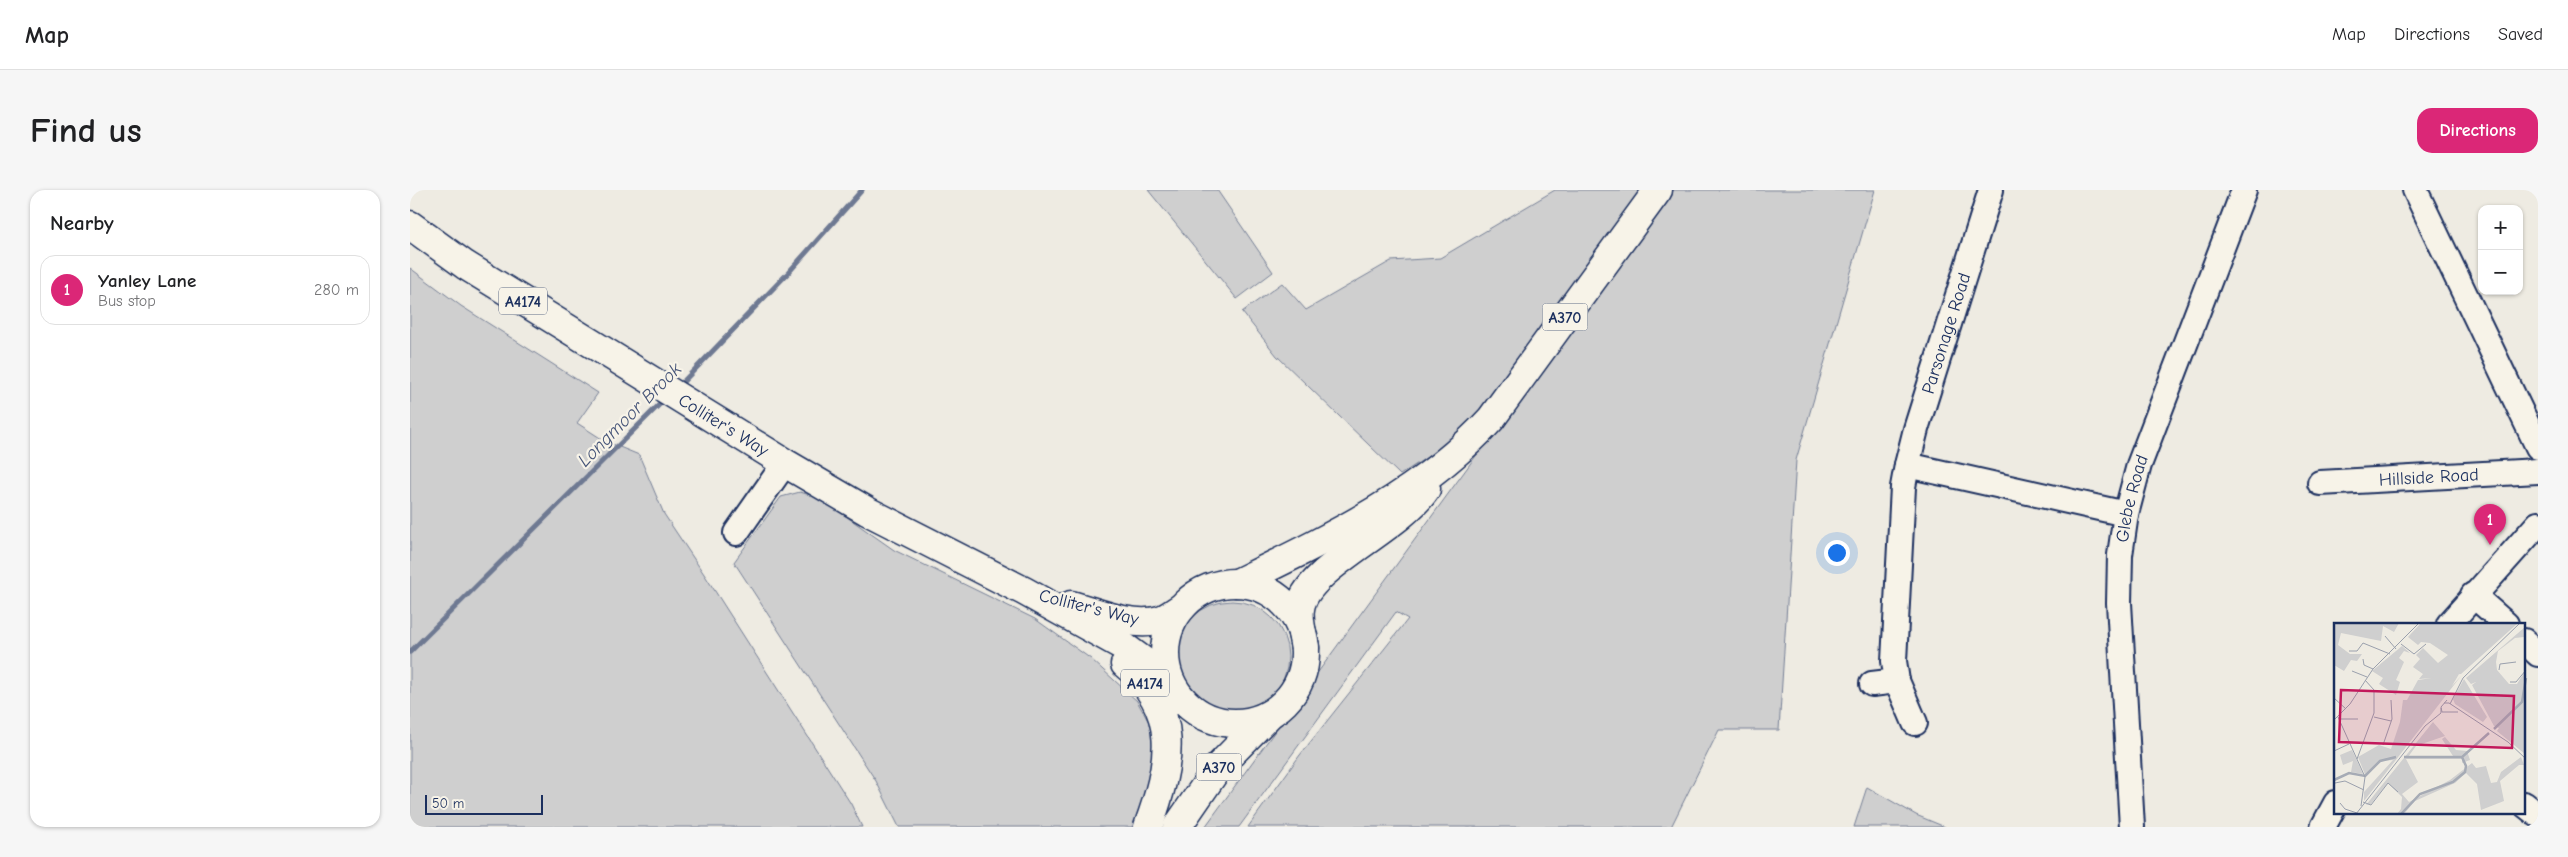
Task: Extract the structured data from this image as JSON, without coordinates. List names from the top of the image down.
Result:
{
  "streets": {
    "main road": ["A4174", "A370", "Colliter's Way"],
    "street": ["Parsonage Road", "Hillside Road", "Glebe Road"]
  },
  "crossings": [
    ["A4174", "Colliter's Way"],
    ["A370", "Colliter's Way"]
  ],
  "water": ["Longmoor Brook"],
  "scale_bar": "50 m",
  "page": {
    "header": "Map",
    "nav": ["Map", "Directions", "Saved"],
    "buttons": "Directions",
    "title": "Find us",
    "heading": "Nearby",
    "map_buttons": ["+", "−"],
    "list": [
      {
        "mark": "1",
        "name": "Yanley Lane",
        "note": "Bus stop",
        "value": "280 m"
      }
    ],
    "pins": "1",
    "scale": "50 m"
  }
}
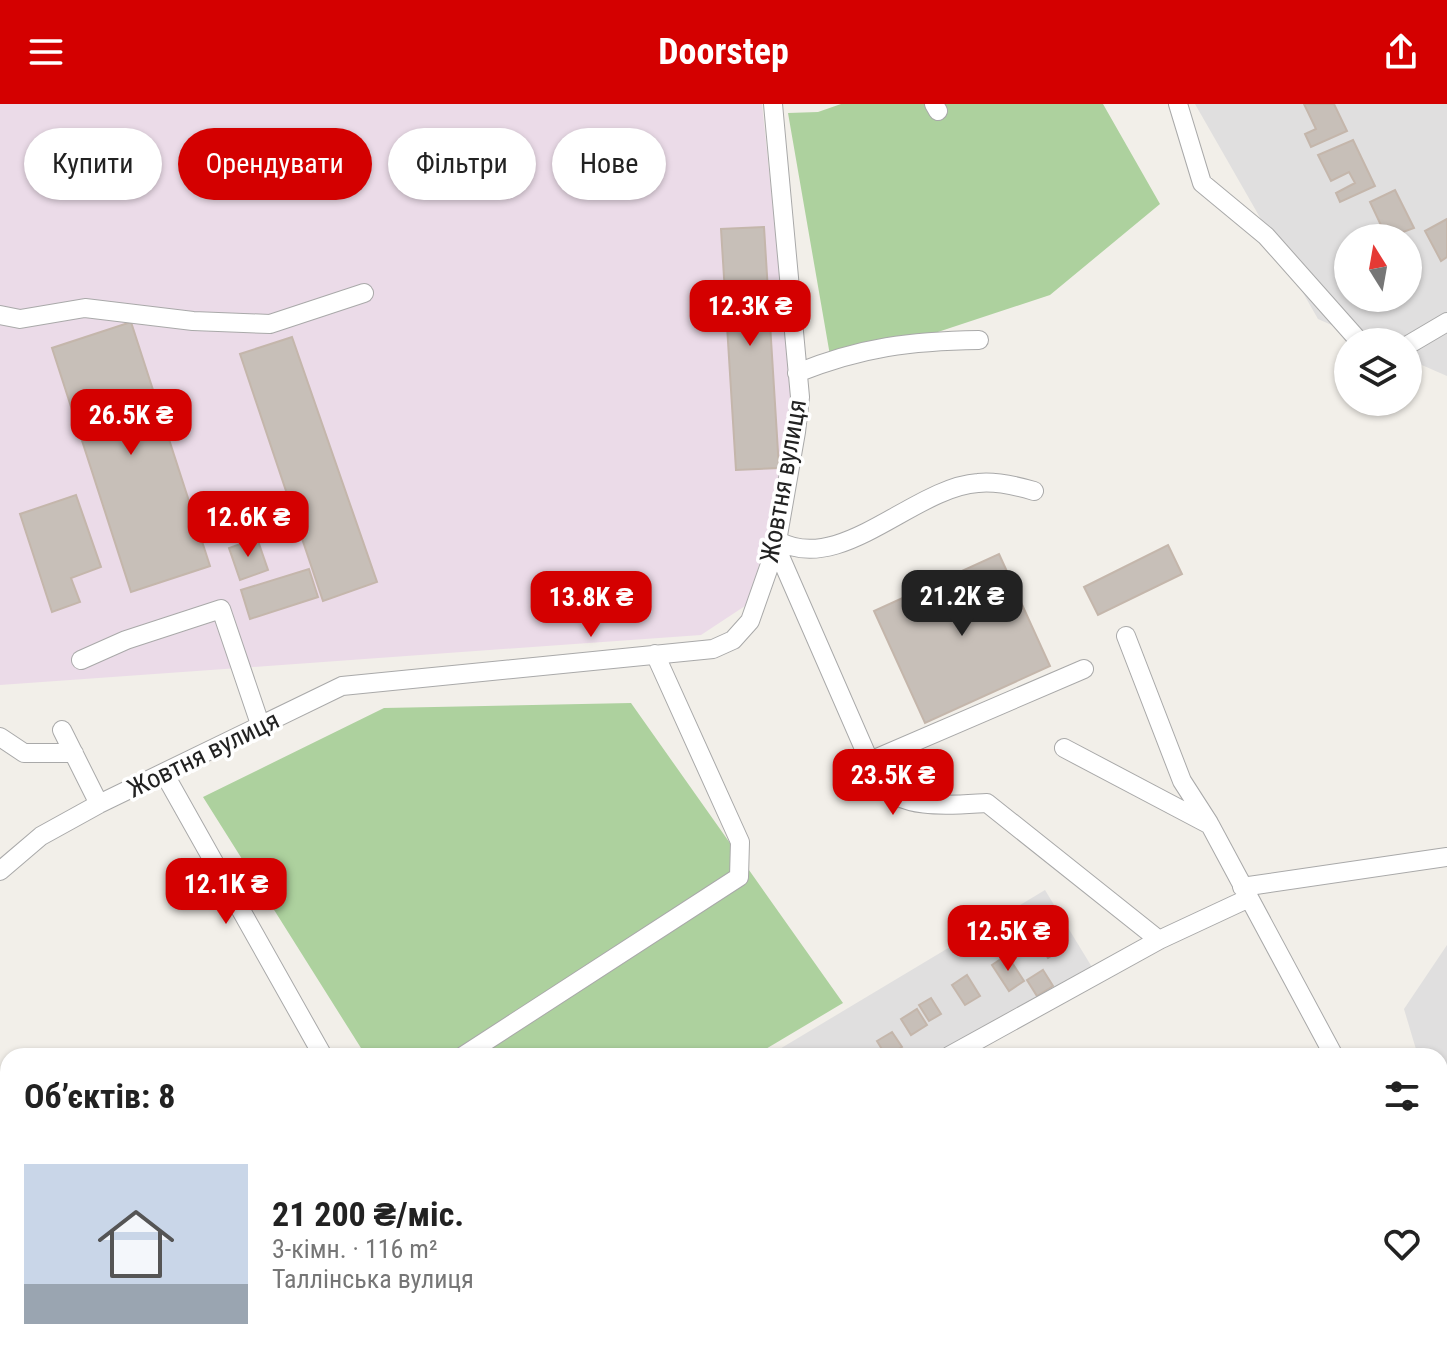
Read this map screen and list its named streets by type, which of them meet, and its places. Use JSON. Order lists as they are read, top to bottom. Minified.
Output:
{"streets":{"street":["Жовтня вулиця"]},"north":"top","page":{"header":"Doorstep","chip":["Купити","Орендувати","Фільтри","Нове"],"price":["12.3K ₴","26.5K ₴","12.6K ₴","21.2K ₴","13.8K ₴","23.5K ₴","12.1K ₴","12.5K ₴"],"heading":"Об’єктів: 8","list":[{"name":"21 200 ₴/міс.","note":"3-кімн. · 116 m² · Таллінська вулиця"}]}}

• [What is expected] Set down every record above exactly as it stands, but skip the pictures.

• [Response below]
Task: Extract the structured data from this image as JSON, without coordinates. List names from the top of the image down.
Result:
{
  "streets": {
    "main road": ["A4174", "A370", "Colliter's Way"],
    "street": ["Parsonage Road", "Hillside Road", "Glebe Road"]
  },
  "crossings": [
    ["A4174", "Colliter's Way"],
    ["A370", "Colliter's Way"]
  ],
  "water": ["Longmoor Brook"],
  "scale_bar": "50 m",
  "page": {
    "header": "Map",
    "nav": ["Map", "Directions", "Saved"],
    "buttons": "Directions",
    "title": "Find us",
    "heading": "Nearby",
    "map_buttons": ["+", "−"],
    "list": [
      {
        "mark": "1",
        "name": "Yanley Lane",
        "note": "Bus stop",
        "value": "280 m"
      }
    ],
    "pins": "1",
    "scale": "50 m"
  }
}
Read this map screen and list its named streets by type, which of them meet, and its places. Use JSON. Order lists as they are read, top to bottom. Minified.
Output:
{"streets":{"street":["Жовтня вулиця"]},"north":"top","page":{"header":"Doorstep","chip":["Купити","Орендувати","Фільтри","Нове"],"price":["12.3K ₴","26.5K ₴","12.6K ₴","21.2K ₴","13.8K ₴","23.5K ₴","12.1K ₴","12.5K ₴"],"heading":"Об’єктів: 8","list":[{"name":"21 200 ₴/міс.","note":"3-кімн. · 116 m² · Таллінська вулиця"}]}}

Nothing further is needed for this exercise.